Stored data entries
* * * * * * * * *
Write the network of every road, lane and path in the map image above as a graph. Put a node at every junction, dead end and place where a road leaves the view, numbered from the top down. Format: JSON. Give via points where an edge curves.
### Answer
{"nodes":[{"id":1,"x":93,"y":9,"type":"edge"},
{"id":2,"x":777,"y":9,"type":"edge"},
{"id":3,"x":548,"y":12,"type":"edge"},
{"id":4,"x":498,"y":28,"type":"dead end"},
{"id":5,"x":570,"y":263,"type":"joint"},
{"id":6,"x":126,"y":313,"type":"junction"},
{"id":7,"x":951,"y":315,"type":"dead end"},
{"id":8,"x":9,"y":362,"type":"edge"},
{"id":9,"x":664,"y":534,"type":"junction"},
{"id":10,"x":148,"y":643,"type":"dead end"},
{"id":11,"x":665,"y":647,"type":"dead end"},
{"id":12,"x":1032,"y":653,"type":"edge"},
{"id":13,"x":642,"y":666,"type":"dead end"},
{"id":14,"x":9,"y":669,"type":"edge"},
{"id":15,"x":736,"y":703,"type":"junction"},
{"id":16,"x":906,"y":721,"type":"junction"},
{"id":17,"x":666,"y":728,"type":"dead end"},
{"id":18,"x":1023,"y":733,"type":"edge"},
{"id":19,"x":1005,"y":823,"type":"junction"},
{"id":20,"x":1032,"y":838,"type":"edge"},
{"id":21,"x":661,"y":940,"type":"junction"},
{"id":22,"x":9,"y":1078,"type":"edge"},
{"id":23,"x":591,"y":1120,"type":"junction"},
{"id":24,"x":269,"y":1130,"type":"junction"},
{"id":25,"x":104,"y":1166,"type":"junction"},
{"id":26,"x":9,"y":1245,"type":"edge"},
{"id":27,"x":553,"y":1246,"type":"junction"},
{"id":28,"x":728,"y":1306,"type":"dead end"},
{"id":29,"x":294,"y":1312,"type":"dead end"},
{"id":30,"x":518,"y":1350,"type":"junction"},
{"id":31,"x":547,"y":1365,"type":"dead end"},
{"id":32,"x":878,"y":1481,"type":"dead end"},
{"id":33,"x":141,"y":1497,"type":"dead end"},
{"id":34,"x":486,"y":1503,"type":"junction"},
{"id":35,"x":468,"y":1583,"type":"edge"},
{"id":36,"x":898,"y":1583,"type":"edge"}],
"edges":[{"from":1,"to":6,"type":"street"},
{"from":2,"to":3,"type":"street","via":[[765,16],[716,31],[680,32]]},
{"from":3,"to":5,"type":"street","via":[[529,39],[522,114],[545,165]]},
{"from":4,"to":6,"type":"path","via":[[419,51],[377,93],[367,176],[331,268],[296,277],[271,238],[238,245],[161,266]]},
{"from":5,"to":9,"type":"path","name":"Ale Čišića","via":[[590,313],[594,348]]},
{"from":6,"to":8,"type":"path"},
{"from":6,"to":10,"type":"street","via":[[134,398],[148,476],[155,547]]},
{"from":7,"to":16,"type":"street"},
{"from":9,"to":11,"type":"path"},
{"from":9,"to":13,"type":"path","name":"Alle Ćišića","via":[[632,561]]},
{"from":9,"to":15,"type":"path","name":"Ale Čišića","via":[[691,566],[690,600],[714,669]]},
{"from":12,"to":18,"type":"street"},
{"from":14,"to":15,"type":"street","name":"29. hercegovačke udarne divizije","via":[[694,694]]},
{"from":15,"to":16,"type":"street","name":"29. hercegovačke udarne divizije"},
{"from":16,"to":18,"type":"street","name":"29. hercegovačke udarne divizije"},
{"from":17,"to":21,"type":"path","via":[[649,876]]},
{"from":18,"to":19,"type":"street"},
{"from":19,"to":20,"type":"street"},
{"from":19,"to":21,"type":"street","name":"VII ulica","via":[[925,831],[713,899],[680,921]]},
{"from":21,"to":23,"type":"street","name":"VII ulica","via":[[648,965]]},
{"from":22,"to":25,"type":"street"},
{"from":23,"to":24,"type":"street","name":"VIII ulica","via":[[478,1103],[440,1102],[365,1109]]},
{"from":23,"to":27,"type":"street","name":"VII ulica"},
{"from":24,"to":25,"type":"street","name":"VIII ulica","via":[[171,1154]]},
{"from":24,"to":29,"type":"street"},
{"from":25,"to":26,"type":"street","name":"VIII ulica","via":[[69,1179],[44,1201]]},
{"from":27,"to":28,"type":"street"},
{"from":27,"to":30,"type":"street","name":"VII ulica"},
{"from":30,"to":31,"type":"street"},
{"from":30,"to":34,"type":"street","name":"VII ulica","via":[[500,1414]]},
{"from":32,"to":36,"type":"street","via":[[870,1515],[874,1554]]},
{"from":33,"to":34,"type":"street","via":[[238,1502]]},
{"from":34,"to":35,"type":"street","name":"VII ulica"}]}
* * * * * * * * *
» **What to produce**:
Given the word "hercegovačke", show every line of the records that contains it.

» **Response below**:
{"from":14,"to":15,"type":"street","name":"29. hercegovačke udarne divizije","via":[[694,694]]},
{"from":15,"to":16,"type":"street","name":"29. hercegovačke udarne divizije"},
{"from":16,"to":18,"type":"street","name":"29. hercegovačke udarne divizije"},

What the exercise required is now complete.